Some notable examples are:
- NYC OpenData
- Hackernews data sources
- Stolen credentials datasets
But whenever I spin up a new data project, the most frustrating part is always setting up a database. So, now, instead of setting up a new database per project, I will be creating my own data warehouse. This way I can utilize it for all my projects, learn more about the process, monitor and upkeep it myself — and learn how to do so in FreeBSD!
Hardware
Just like all things, we must start off with buying something. My preferred hosting provider is Hetzner, it’s like my second home.
Since I wanted a good deal, I went to their server auctions and found a nice machine with:
- Intel Xeon E3-1275V6
- 2x M.2 NVMe 512 GB SSDs (1 TB total — not the most but should be OK for now)
- 64 GB of ECC memory
- 1 Gbps NIC
Now in reality I should run this machine on RAID 1 just in case the hardware fails, which leaves me at only 512 GB for data. Which honestly is enough for now — if I need more I’ll upgrade. When I was dealing with stolen credentials, that easily hit over a TB. But this will be for smaller data projects so I don’t think it will be an issue.
Why FreeBSD?
While I wait for Hetzner to provision my server, let’s talk about FreeBSD. BSDs are based on Unix like Linux, but they diverged in the 90s. While Linux (GNU+Linux) is really just the kernel with GNU user tools on top of it, BSDs are developed by a single team start to finish. This has led to what some people call increased security, more efficiency, and just a more beautiful operating system in general.
Installation
To be honest it was much easier to set up than I thought. The hard part was really just getting the image onto the server, but thanks to depenguin it was a breeze.
When you first get one of these auction servers, they boot in rescue mode which lets you format drives, interact with the file system, and use their install image utility to install an operating system. Unfortunately FreeBSD was removed from the list about 4 years ago, which a few people were complaining about — but someone posted depenguin in the comments so I followed that.
I won’t share my personal configuration, just go to https://depenguin.me to get instructions.

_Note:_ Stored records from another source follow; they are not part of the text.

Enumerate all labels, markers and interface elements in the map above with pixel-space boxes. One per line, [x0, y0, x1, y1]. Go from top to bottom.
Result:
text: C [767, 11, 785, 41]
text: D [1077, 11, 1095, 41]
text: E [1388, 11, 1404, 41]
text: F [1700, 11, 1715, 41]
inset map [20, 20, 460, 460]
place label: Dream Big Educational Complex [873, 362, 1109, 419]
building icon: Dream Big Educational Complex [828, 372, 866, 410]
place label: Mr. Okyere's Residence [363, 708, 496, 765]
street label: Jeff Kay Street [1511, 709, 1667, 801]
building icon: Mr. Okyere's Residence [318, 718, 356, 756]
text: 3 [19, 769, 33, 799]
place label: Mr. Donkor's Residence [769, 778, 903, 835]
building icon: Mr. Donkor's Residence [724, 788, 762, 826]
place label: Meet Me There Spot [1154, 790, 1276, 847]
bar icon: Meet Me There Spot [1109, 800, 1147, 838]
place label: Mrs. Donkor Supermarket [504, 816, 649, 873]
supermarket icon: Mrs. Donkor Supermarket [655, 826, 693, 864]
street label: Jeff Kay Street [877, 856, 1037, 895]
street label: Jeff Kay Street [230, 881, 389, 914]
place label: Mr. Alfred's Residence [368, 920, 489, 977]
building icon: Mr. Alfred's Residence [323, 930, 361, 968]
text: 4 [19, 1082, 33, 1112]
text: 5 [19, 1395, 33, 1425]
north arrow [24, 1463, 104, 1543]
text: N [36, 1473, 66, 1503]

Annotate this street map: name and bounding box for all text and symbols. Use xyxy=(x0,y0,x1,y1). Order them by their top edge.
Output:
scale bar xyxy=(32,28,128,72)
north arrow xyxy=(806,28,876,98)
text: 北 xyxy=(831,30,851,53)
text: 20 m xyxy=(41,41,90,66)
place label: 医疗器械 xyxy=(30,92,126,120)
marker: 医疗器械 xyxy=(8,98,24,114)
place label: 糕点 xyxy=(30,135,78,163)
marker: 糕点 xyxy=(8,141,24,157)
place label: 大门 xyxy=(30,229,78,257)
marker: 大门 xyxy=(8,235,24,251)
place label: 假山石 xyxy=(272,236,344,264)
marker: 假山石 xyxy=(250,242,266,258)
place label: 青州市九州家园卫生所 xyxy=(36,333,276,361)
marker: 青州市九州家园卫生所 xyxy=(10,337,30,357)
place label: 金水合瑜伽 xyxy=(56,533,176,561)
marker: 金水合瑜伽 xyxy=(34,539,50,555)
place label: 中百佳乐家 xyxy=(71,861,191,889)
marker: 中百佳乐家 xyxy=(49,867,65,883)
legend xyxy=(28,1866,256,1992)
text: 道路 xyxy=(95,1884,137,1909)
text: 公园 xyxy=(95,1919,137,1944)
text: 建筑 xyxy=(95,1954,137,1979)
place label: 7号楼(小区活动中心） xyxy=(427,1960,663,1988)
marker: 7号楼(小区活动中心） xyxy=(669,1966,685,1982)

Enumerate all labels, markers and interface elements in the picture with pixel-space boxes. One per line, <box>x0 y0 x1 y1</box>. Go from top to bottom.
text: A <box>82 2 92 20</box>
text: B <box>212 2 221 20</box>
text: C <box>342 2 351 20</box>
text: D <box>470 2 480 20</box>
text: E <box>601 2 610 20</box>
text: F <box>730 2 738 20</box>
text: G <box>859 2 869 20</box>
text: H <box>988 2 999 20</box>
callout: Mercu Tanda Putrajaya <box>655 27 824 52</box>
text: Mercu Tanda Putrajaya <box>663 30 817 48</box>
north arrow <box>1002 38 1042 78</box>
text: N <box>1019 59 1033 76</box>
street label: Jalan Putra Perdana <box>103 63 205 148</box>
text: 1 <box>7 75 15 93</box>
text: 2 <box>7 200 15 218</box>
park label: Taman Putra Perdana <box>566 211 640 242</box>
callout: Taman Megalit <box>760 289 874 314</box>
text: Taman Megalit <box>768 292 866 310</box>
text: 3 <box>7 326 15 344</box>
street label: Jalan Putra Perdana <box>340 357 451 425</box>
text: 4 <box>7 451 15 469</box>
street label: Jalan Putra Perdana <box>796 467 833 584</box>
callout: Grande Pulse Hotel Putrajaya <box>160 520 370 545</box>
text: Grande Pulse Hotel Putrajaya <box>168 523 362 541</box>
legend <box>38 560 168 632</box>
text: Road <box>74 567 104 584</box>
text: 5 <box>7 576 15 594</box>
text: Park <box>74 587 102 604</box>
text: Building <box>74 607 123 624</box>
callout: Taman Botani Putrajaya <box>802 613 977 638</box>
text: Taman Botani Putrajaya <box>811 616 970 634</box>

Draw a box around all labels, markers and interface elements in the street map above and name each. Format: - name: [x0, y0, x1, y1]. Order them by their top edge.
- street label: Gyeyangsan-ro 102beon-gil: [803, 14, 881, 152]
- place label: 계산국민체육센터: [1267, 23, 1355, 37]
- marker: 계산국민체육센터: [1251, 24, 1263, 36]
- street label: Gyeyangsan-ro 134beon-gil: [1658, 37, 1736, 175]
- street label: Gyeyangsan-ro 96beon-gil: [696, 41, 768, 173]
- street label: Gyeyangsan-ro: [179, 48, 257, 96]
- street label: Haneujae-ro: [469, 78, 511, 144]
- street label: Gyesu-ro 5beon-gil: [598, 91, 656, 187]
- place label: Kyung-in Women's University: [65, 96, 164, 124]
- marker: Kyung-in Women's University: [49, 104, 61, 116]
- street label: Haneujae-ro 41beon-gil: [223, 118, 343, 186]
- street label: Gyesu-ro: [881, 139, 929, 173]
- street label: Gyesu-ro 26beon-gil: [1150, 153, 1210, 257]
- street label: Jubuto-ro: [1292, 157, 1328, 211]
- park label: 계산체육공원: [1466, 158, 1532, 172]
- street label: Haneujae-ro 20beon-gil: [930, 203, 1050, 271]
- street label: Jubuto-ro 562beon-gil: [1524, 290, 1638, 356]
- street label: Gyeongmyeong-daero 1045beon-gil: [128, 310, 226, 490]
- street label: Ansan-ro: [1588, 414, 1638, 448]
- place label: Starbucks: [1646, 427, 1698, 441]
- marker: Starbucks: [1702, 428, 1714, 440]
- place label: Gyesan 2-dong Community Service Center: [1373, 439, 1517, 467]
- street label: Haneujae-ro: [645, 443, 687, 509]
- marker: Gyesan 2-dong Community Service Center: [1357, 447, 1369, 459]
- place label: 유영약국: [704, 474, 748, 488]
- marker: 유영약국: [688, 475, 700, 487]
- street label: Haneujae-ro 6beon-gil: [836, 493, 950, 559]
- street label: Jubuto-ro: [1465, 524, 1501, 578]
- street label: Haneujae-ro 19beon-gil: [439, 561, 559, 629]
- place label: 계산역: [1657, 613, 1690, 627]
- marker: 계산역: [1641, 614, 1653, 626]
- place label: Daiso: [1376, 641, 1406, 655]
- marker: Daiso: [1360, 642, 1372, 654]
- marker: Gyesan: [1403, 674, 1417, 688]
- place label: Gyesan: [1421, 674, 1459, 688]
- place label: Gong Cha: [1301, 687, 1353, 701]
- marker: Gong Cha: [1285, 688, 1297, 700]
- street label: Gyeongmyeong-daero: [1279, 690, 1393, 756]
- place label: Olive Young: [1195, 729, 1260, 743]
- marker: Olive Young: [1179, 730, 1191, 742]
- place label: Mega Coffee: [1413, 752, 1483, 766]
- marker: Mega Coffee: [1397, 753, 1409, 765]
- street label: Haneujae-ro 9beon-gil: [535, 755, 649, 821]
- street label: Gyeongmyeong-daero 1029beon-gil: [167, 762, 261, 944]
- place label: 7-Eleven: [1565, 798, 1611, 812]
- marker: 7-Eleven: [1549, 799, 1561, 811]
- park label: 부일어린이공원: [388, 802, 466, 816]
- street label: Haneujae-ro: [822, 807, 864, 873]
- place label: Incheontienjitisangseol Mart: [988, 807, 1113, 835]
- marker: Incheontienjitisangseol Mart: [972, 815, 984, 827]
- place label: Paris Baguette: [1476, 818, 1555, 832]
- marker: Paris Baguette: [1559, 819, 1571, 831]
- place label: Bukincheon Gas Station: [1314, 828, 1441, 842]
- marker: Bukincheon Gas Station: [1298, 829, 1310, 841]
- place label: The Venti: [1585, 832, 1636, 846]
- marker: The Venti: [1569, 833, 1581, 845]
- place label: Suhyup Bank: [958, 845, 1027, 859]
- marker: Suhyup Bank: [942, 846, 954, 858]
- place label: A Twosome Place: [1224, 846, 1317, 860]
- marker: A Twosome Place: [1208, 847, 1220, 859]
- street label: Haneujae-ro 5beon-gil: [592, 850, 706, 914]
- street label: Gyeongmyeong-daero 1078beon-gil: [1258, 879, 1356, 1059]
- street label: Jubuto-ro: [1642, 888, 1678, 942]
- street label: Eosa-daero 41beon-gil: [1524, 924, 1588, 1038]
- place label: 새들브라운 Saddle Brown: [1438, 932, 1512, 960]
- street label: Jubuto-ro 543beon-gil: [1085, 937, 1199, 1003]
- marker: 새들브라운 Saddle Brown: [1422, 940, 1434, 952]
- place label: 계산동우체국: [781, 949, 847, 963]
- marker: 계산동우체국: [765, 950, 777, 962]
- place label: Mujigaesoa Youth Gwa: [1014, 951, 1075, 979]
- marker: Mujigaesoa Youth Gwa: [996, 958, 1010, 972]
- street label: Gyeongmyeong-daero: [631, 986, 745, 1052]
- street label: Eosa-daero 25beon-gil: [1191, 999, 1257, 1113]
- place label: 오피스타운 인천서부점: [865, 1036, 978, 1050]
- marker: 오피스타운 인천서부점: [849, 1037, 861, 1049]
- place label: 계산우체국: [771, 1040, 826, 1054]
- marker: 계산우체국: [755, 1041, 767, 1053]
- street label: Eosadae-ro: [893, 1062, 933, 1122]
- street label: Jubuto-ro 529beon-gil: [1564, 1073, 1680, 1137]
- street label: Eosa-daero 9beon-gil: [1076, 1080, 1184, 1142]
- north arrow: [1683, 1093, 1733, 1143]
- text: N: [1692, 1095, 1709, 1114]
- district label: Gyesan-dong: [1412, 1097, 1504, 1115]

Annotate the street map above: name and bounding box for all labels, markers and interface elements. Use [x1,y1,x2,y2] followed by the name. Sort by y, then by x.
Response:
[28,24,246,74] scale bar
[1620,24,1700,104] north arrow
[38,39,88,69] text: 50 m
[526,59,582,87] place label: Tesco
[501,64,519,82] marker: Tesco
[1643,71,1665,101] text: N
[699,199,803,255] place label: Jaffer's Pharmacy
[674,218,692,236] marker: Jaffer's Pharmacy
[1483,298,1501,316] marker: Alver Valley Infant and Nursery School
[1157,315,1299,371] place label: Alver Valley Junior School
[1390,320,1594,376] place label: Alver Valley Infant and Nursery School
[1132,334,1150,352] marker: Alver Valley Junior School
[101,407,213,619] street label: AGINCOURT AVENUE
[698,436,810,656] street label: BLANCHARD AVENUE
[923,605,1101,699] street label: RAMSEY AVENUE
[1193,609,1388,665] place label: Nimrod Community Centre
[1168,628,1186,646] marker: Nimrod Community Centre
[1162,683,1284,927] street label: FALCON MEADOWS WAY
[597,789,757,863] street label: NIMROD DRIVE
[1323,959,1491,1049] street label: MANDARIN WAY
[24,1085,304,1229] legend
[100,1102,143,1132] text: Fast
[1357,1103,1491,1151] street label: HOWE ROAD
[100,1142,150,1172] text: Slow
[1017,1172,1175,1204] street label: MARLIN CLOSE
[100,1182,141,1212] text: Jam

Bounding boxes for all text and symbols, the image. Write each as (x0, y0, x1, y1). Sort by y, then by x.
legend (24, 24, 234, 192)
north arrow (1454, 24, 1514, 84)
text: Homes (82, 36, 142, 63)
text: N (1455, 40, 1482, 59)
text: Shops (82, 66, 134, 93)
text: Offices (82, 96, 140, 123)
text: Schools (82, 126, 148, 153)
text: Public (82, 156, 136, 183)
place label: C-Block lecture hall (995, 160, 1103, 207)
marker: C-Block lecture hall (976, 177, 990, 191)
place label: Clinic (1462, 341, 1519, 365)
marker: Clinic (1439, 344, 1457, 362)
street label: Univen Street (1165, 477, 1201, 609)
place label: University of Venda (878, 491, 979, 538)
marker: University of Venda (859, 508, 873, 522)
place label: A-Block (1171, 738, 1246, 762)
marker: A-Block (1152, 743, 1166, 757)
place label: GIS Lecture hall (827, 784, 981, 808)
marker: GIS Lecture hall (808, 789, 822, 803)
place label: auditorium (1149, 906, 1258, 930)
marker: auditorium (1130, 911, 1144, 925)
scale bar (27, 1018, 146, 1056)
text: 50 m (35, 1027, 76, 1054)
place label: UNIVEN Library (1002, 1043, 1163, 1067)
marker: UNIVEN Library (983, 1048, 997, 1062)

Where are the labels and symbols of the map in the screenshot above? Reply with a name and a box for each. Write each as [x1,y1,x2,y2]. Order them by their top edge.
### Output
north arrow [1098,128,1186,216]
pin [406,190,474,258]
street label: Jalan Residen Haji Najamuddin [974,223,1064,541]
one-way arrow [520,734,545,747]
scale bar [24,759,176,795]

One thing to note: while in recovery mode my disks were labeled nvme0n1 and nvme1n1, but inside the QEMU-based mfsBSD VM they showed up as ada0 and ada1 — be sure to double check. Then just run ./depenguin_bsdinstall.sh and it handles the install for you!
Initial Configuration
After the install finished and I was able to SSH in, I got started on configuring the system.
Started with a system update:
sudo freebsd-update --not-running-from-cron fetch
sudo freebsd-update --not-running-from-cron install
Then installed PostgreSQL 17, my DB of choice:
sudo pkg install -y postgresql17-server
sudo sysrc postgresql_enable=YES
sudo /usr/local/etc/rc.d/postgresql initdb
sudo service postgresql start
sudo -u postgres psql -c "ALTER USER postgres PASSWORD 'your_password';"
Firewall Setup
Then I did one of the most important things: setting up the firewall to only allow connections through SSH. We’ll tunnel to connect to PostgreSQL.
I recommend checking your network interface name before setting this up — I used em0 without checking and blocked myself out of my own system.
PF Firewall (SSH only)
The depenguin installer renames the network interface from em0 to untrusted.
/etc/pf.conf:
ext_if = "untrusted"
set skip on lo
block in all
pass out all
pass in on $ext_if proto tcp from any to any port 22
I had to go back into rescue mode, import the ZFS pool, and fix the config — but the above is what I ended up using.
That’s It
And there we go! All I had to do from there was open an SSH tunnel and connect.
Super excited for the fun things I’ll be able to do with this. Particularly building my own tool that will let me sync OpenNYC data into it automatically.